Considered to be one of the greatest television dramas of all time, the 1960s set-piece Mad Men is finally coming to an end. Following Don Draper, an excellent ad man in New York City, the show travels from 1960 to 1970 throughout its seven seasons.
Adopting their very successful last season strategy from Breaking Bad, the final season was split into two parts. The first part of the final season aired last year, and the last seven episodes are currently airing. Spawning the careers of Jon Hamm, Elizabeth Moss, Christina Hendricks, and January Jones, as one of the most influential television shows of the century, it truly is an end of an era.
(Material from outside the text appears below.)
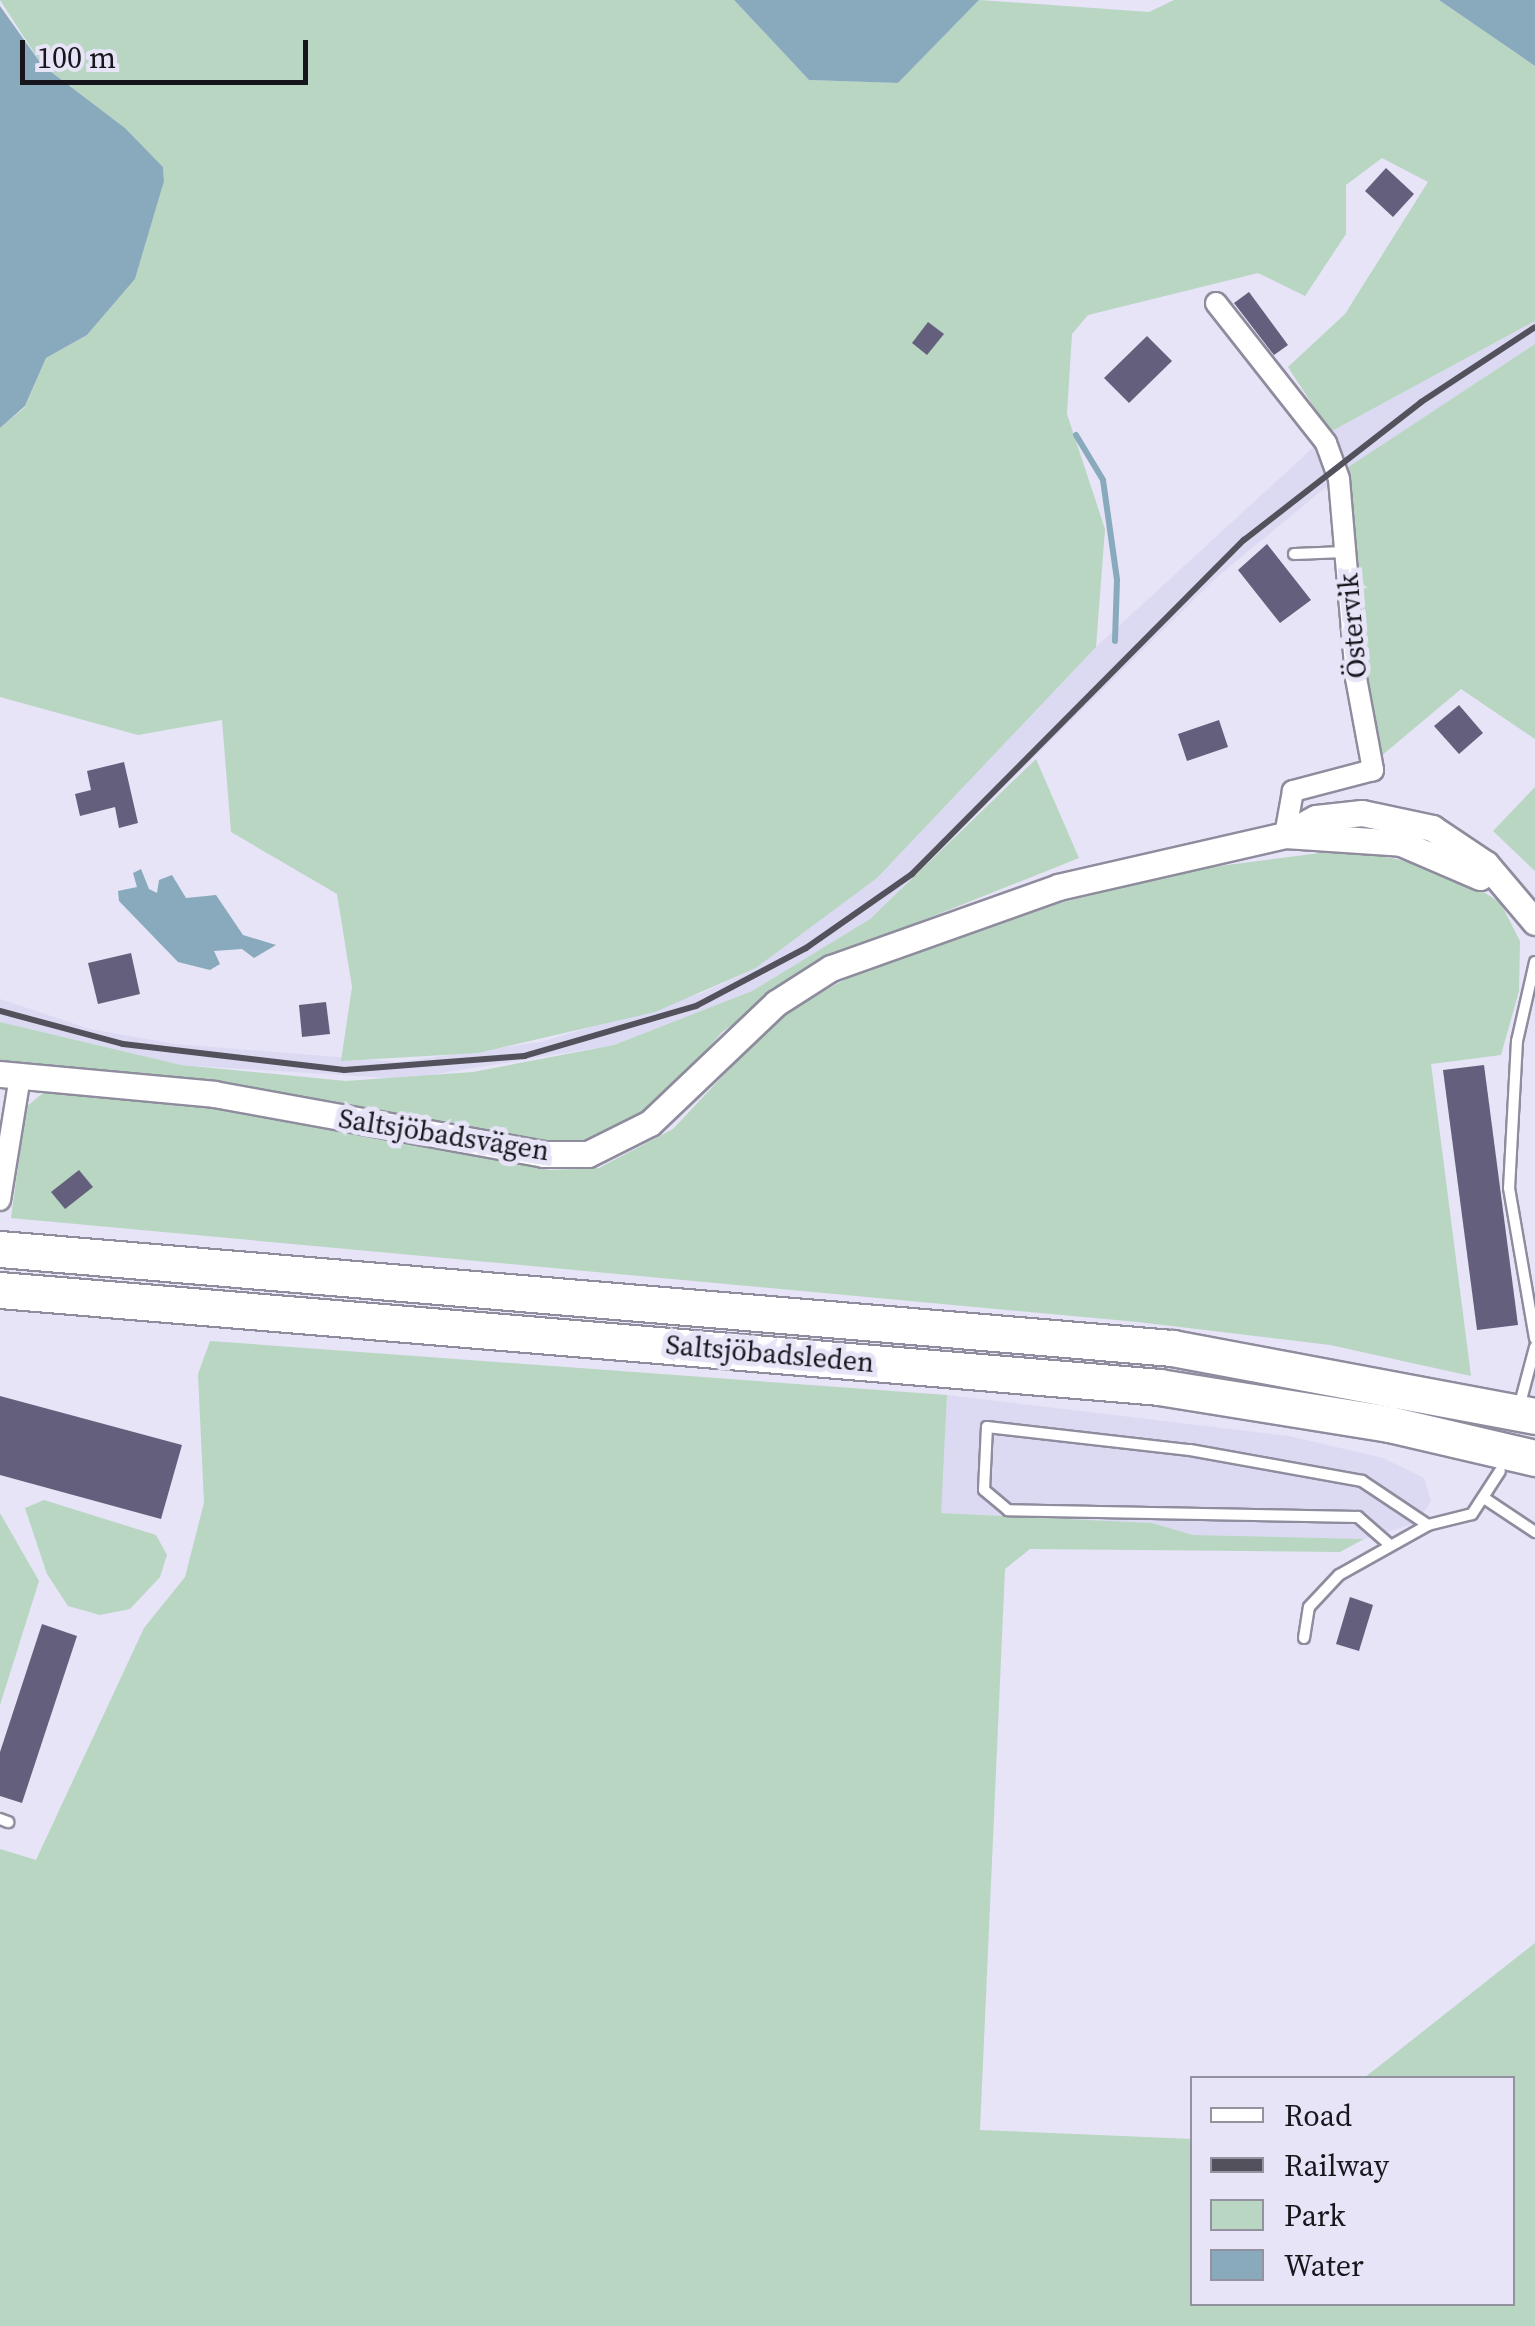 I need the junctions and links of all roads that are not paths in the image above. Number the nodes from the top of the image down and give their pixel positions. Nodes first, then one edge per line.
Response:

In the plans of exploring original programming, Mad Men was picked up by AMC as the first original drama series back in 2007. Soon to be followed by Breaking Bad and The Walking Dead, it didn’t take AMC long to find an audience. Upon its release, Mad Men was lauded by critics. Wining a total of 15 Emmys and four Golden Globes, the show won the Emmy Award for Outstanding Drama for each of its first four seasons.
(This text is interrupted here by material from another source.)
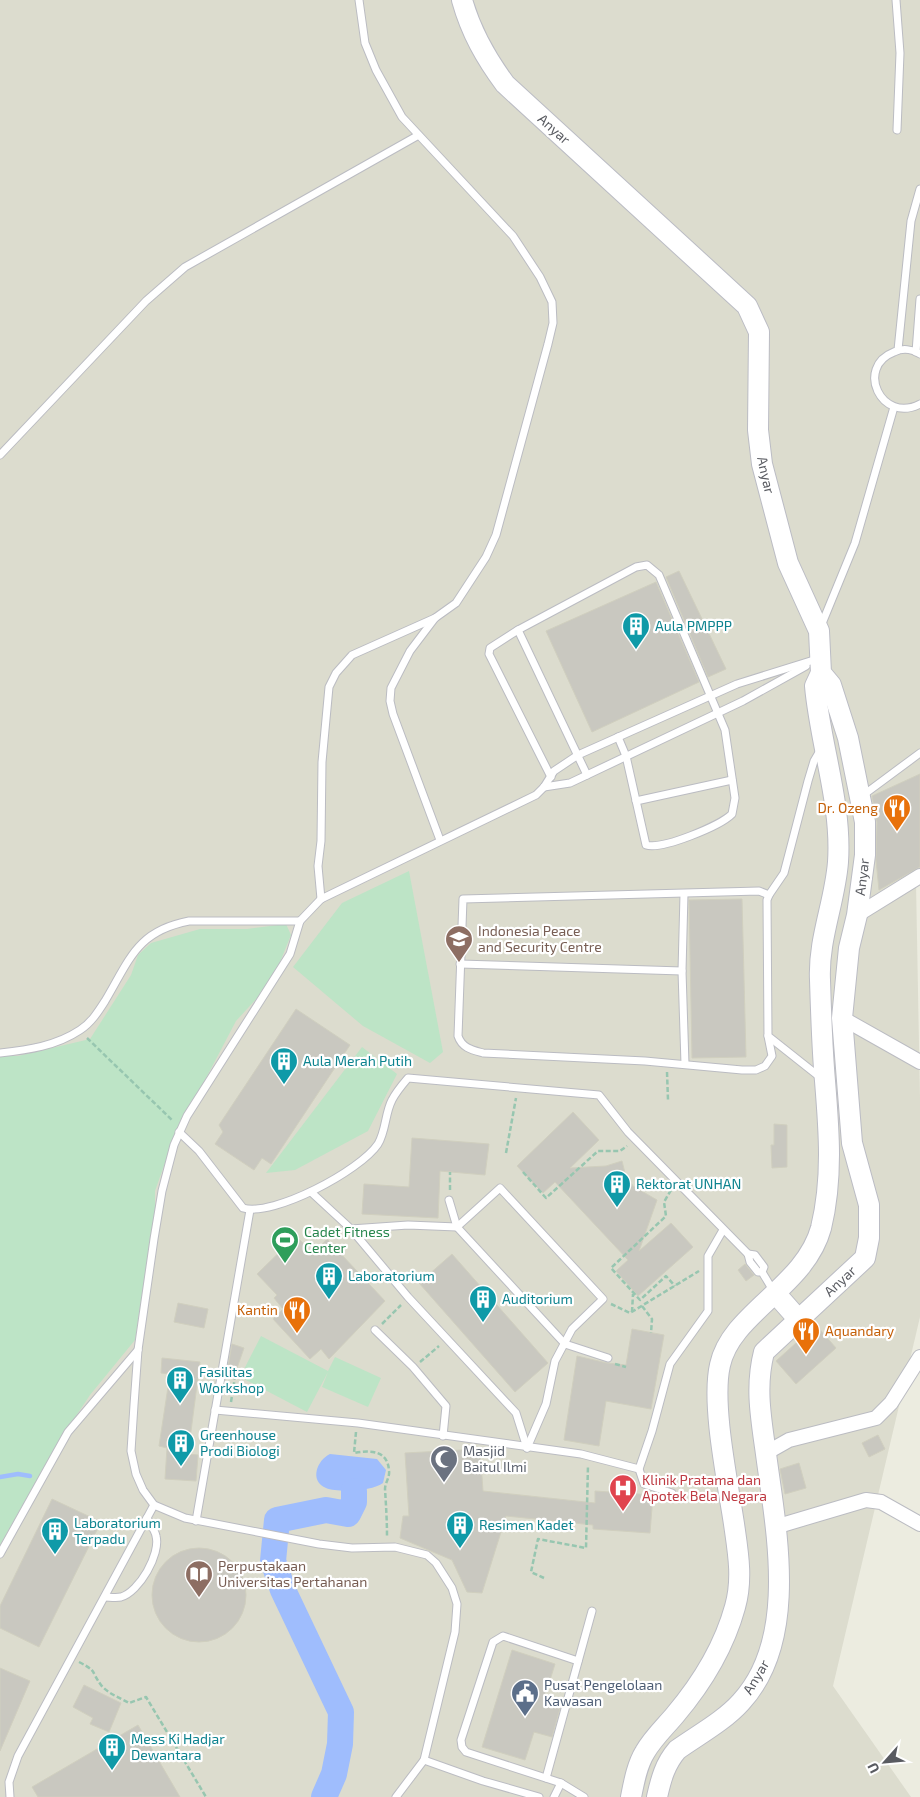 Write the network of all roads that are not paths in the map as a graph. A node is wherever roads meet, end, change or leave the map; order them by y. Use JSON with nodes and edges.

The show’s era also saw a resurgence of style and culture at the time through many forms of entertainment. From the revival of How to Succeed in Buisness Without Trying to a new musical adapting Catch Me If You Can to the short lived 1960’s set television shows, The Playboy Club and Pan Am, the influence cannot be denied. The show’s fame even went to the extent of being a source of renewed interest of the early 1960s fashion, with Banana Republic even carrying its own Mad Men line. Christina Hendricks, known for playing the always well-dressed office manager, Joan Halloway, spoke to the significance of the show’s setting.
“Because we got to play a decade, we would sort of highlight something political or something societal that was going on. To me it felt like this energy of seeing this change, and having people have a strong opinion and a cause. And many people did not, of course, but that seems to have shifted. People going out there and feeling so strongly about a specific cause, I still think of that as the 1960s. I think a lot of people do still think of that at a time of a great deal of change,” Hendricks said.
Along with the series’ portrayal of the time period, Mad Men is riddled with characters that are incredibly complicated yet very real. Jon Hamm’s portrayal of Don Draper, as the successful ad man with a secret past, has been a main source of providing a flawed yet captivating protagonist. The significant changes that occur within his positions at Sterling Cooper Advertising Agency to his personal life and family, provides the greatest representation of how time constantly changes one’s self, on television.
In addition, seeing Peggy Olson and Joan Halloway, the two prominent women within the agency and how their importance and status within the workplace transforms, is just as captivating. Through completely different tactics, both Joan and Peggy are able to achieve in a male dominated workforce. From the defining pitches that presents the ultimate tie between the creative process of such a campaign and the emotional connection of the character’s situation, the series’ complexity will allow many to interpret the show for years to come.
The show also started the rise of Jon Hamm, from a relatively unknown actor to a household known celebreity. Now having hosted SNL multiple times and featured in multiple comedies including Bridesmaids, 30 Rock, and Parks and Recreation. One must wonder if Hamm will now pursue comedy. Whether he does or decides to continue being in more serious pieces, Hamm spoke to how it feels to leave a show that has defined his entire career.
“Are people still going to take me seriously? Am I just going to do romantic comedies for the rest of my life? What’s next? And I don’t know, you know? I wish I was smug enough to have had a grand plan. I guess some people would say, ‘Okay, the last three years of Mad Men is going to be like this: I want to do a play. I want to do this. I want to do that.’ I was just like, ‘I want to do something that seems cool,” Hamm said.
Having finished filming the last seven episodes of the series last summer, the show’s creator and writer for the majority of the series, Matthew Weiner, spoke to how it felt finally leaving the last day of shooting.
“Leaving that office after seven years where I wrote 95% of the show, with the exception of a few afternoons in other locations, and met all these amazing people, and hired so many people, and fired people, and met some of my idols — so much had happened in there. Driving home by myself at the end of that, that was where all the feelings were,” Weiner said.
Leaving a legacy of astounding drama, moments of shock, and a laugh or two on its journey through a decade, Mad Men as it finishes up in the next five weeks to decades later, will be looked upon as an undeniably important piece of television. Just as the show will be ending in the beginning of a new era (the 1970s), so will the state of Television drama.